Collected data

......

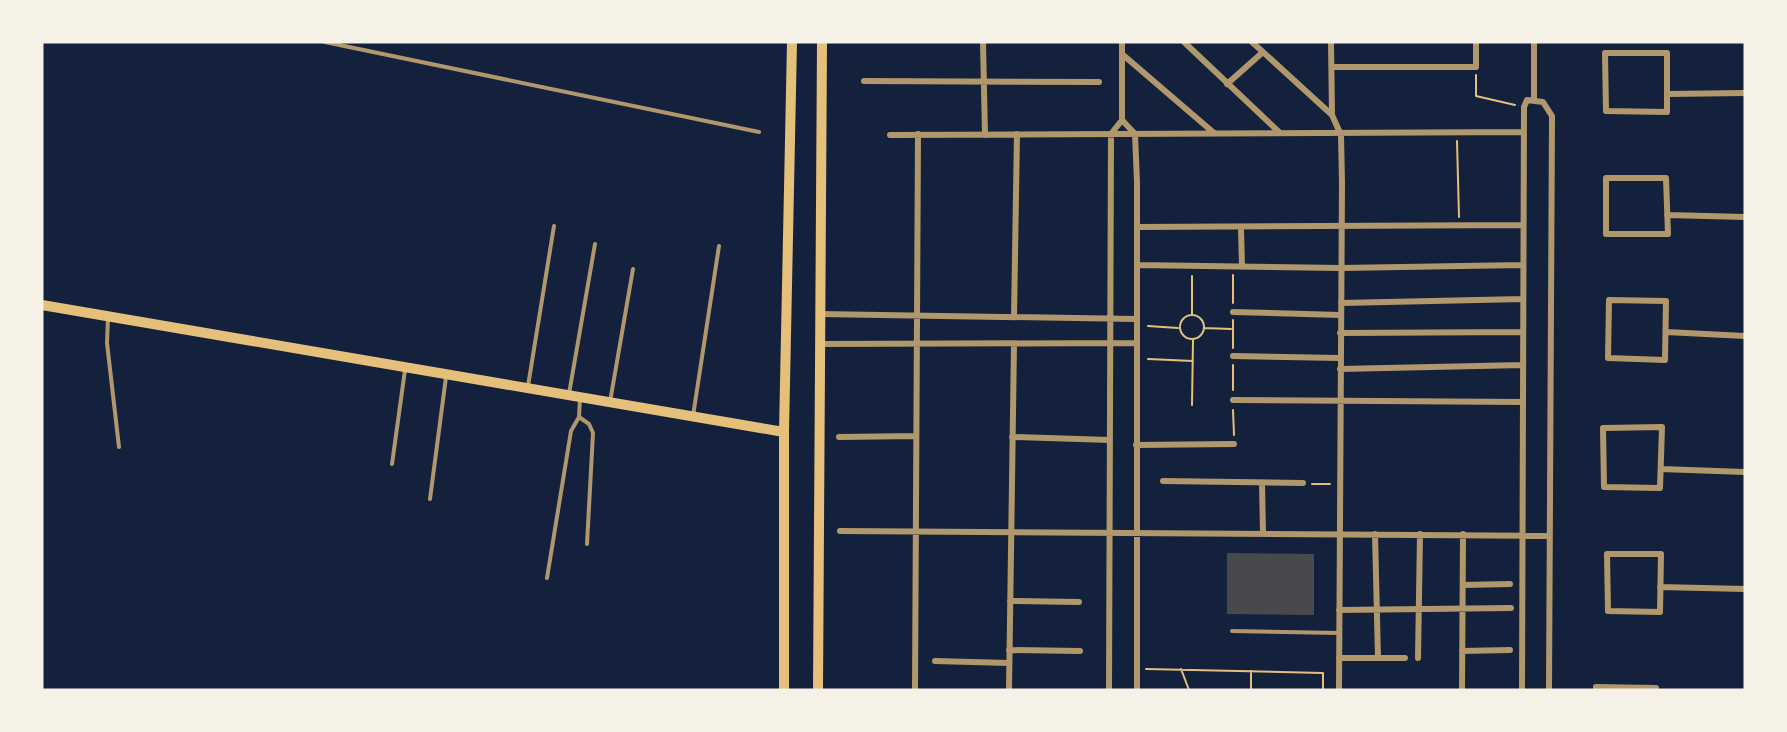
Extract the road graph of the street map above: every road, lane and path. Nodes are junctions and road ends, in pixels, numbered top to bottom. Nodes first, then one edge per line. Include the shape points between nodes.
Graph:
1 (325, 42) edge
2 (792, 42) edge
3 (822, 42) edge
4 (983, 42) edge
5 (1122, 42) edge
6 (1184, 42) edge
7 (1252, 42) edge
8 (1331, 42) edge
9 (1476, 42) edge
10 (1533, 42) edge
11 (1263, 52) junction
12 (1122, 54) junction
13 (1476, 66) junction
14 (1332, 67) junction
15 (864, 81) dead end
16 (984, 82) junction
17 (1099, 82) dead end
18 (1227, 84) junction
19 (1745, 93) edge
20 (1666, 94) junction
21 (1534, 99) junction
22 (1524, 107) junction
23 (1332, 115) junction
24 (1122, 120) junction
25 (759, 132) dead end
26 (1457, 132) junction
27 (1523, 132) junction
28 (1214, 133) junction
29 (1280, 133) junction
30 (918, 134) junction
31 (1017, 134) junction
32 (1111, 134) junction
33 (1135, 134) junction
34 (890, 135) dead end
35 (985, 135) junction
36 (1341, 135) junction
37 (1667, 215) junction
38 (1745, 217) edge
39 (1523, 225) junction
40 (554, 226) dead end
41 (1342, 226) junction
42 (1459, 226) junction
43 (1137, 227) junction
44 (1241, 228) junction
45 (595, 244) dead end
46 (719, 246) dead end
47 (1523, 265) junction
48 (1137, 266) junction
49 (1233, 267) junction
50 (1242, 267) junction
51 (1341, 268) junction
52 (633, 269) dead end
53 (1192, 271) dead end
54 (1523, 299) junction
55 (1341, 303) junction
56 (42, 305) edge
57 (1233, 312) junction
58 (820, 314) junction
59 (1192, 315) junction
60 (1340, 315) junction
61 (108, 316) junction
62 (917, 316) junction
63 (1014, 317) junction
64 (1110, 318) junction
65 (1136, 322) junction
66 (1179, 328) junction
67 (1204, 328) junction
68 (1233, 329) junction
69 (1523, 332) junction
70 (1666, 332) junction
71 (1340, 333) junction
72 (1745, 336) edge
73 (1193, 340) junction
74 (1110, 343) junction
75 (1136, 343) junction
76 (820, 344) junction
77 (917, 344) junction
78 (1014, 344) junction
79 (1233, 356) junction
80 (1340, 358) junction
81 (1145, 359) dead end
82 (1193, 362) junction
83 (1523, 365) junction
84 (405, 367) junction
85 (1340, 369) junction
86 (447, 373) junction
87 (528, 388) junction
88 (574, 396) junction
89 (1233, 400) junction
90 (610, 402) junction
91 (1523, 402) junction
92 (1340, 403) junction
93 (1192, 405) dead end
94 (693, 416) junction
95 (579, 417) junction
96 (784, 432) junction
97 (916, 436) junction
98 (839, 437) dead end
99 (1012, 437) junction
100 (1110, 440) junction
101 (1136, 444) junction
102 (1234, 444) joint
103 (119, 447) dead end
104 (392, 464) dead end
105 (1661, 469) junction
106 (1745, 472) edge
107 (1163, 482) dead end
108 (1262, 483) junction
109 (1303, 483) joint
110 (1340, 484) junction
111 (430, 499) dead end
112 (840, 531) dead end
113 (916, 531) junction
114 (1011, 531) junction
115 (1110, 532) junction
116 (1136, 532) junction
117 (1263, 533) junction
118 (1340, 534) junction
119 (1375, 534) junction
120 (1420, 534) junction
121 (1463, 534) junction
122 (1522, 535) junction
123 (1550, 536) junction
124 (587, 544) dead end
125 (547, 578) dead end
126 (1510, 584) dead end
127 (1462, 585) junction
128 (1660, 587) junction
129 (1745, 589) edge
130 (1010, 601) junction
131 (1079, 602) dead end
132 (1511, 608) dead end
133 (1339, 610) junction
134 (1376, 610) junction
135 (1419, 610) junction
136 (1462, 610) junction
137 (1232, 631) dead end
138 (1339, 633) junction
139 (1009, 650) junction
140 (1510, 650) dead end
141 (1080, 651) dead end
142 (1462, 651) junction
143 (1339, 658) junction
144 (1378, 658) junction
145 (1405, 658) dead end
146 (1418, 658) dead end
147 (935, 661) dead end
148 (1009, 663) junction
149 (1143, 669) dead end
150 (1181, 669) junction
151 (1251, 671) junction
152 (1251, 689) edge
153 (784, 690) edge
154 (818, 690) edge
155 (915, 690) edge
156 (1009, 690) edge
157 (1109, 690) edge
158 (1137, 690) edge
159 (1189, 690) edge
160 (1234, 690) edge
161 (1258, 690) edge
162 (1323, 690) edge
163 (1339, 690) edge
164 (1462, 690) edge
165 (1522, 690) edge
166 (1549, 690) edge
167 (1596, 690) edge
168 (1656, 690) edge

1 - 25 lane
2 - 96 main road
3 - 58 main road
4 - 16 street
5 - 12 street
6 - 18 street
7 - 11 street
8 - 14 street
9 - 13 street
10 - 21 street
11 - 18 street
11 - 23 street
12 - 24 street
12 - 28 street
13 - 14 street
13 - 22 path via 1476,96
14 - 23 street
15 - 16 street
16 - 17 street
16 - 35 street
18 - 29 street
19 - 20 street
20 - 20 street via 1667,53 1605,53 1606,111 1667,112
21 - 22 street via 1527,100
21 - 123 street via 1543,102 1552,116
22 - 27 street
23 - 36 street
24 - 32 street
24 - 33 street
26 - 27 street
26 - 36 street
26 - 42 path
27 - 39 street
28 - 29 street
28 - 33 street
29 - 36 street
30 - 34 street
30 - 35 street
30 - 62 street
31 - 32 street
31 - 35 street
31 - 63 street
32 - 33 street
32 - 64 street
33 - 43 street
36 - 41 street
37 - 37 street via 1666,178 1606,178 1606,234 1668,234
37 - 38 street
39 - 42 street
39 - 47 street
40 - 87 lane
41 - 42 street
41 - 44 street
41 - 51 street
43 - 44 street
43 - 48 street
44 - 50 street
45 - 88 lane
46 - 94 lane
47 - 51 street
47 - 54 street
48 - 49 street
48 - 65 street
49 - 50 street
49 - 57 path
50 - 51 street
51 - 55 street
52 - 90 lane
53 - 59 path
54 - 55 street
54 - 69 street
55 - 60 street
56 - 61 main road
57 - 60 street
57 - 68 path
58 - 62 street
58 - 76 main road
59 - 66 path via 1182,320
59 - 67 path via 1200,318
60 - 71 street
61 - 84 main road
61 - 103 lane via 107,343
62 - 63 street
62 - 77 street
63 - 64 street
64 - 65 street
64 - 74 street
65 - 66 path
65 - 75 street
66 - 73 path via 1185,338
67 - 68 path
67 - 73 path via 1200,337
68 - 79 path
69 - 71 street
69 - 83 street
70 - 70 street via 1666,301 1609,300 1608,358 1665,360
70 - 72 street
71 - 80 street
73 - 82 path
74 - 75 street
74 - 78 street
74 - 100 street
75 - 101 street
76 - 77 street
76 - 154 main road
77 - 78 street
77 - 97 street
78 - 99 street
79 - 80 street
79 - 89 path
80 - 85 street
81 - 82 path
82 - 93 path
83 - 85 street
83 - 91 street
84 - 86 main road
84 - 104 lane
85 - 92 street
86 - 87 main road
86 - 111 lane
87 - 88 main road
88 - 90 main road
88 - 95 lane
89 - 92 street
89 - 102 path
90 - 94 main road
91 - 92 street
91 - 122 street
92 - 110 street
94 - 96 main road
95 - 124 lane via 593,433
95 - 125 lane via 571,431
96 - 153 main road
97 - 98 street
97 - 113 street
99 - 100 street
99 - 114 street
100 - 115 street
101 - 102 street
101 - 116 street
105 - 105 street via 1662,427 1603,428 1604,487 1660,488
105 - 106 street
107 - 108 street
108 - 109 street
108 - 117 street
109 - 110 path
110 - 118 street
112 - 113 street
113 - 114 street
113 - 155 street
114 - 115 street
114 - 130 street
115 - 116 street
115 - 157 street
116 - 117 street
116 - 158 street
117 - 118 street
118 - 119 street
118 - 133 street
119 - 120 street
119 - 134 street
120 - 121 street
120 - 135 street
121 - 122 street
121 - 127 street
122 - 123 street
122 - 165 street
123 - 166 street
126 - 127 street
127 - 136 street
128 - 128 street via 1661,554 1607,554 1608,611 1660,612
128 - 129 street
130 - 131 street
130 - 139 street
132 - 136 street
133 - 134 street
133 - 138 street
134 - 135 street
134 - 144 street
135 - 136 street
135 - 146 street
136 - 142 street
137 - 138 lane
138 - 143 street
139 - 141 street
139 - 148 street
140 - 142 street
142 - 164 street
143 - 144 street
143 - 163 street
144 - 145 street
147 - 148 street
148 - 156 street
149 - 150 path
150 - 151 path
150 - 159 path
151 - 152 path
151 - 162 path via 1323,673
152 - 160 path
152 - 161 path
167 - 168 street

......

BRIEF >> What are the lines above that hold the string "joint"? Copy them.

SOLUTION FOR THIS PROBLEM >>
102 (1234, 444) joint
109 (1303, 483) joint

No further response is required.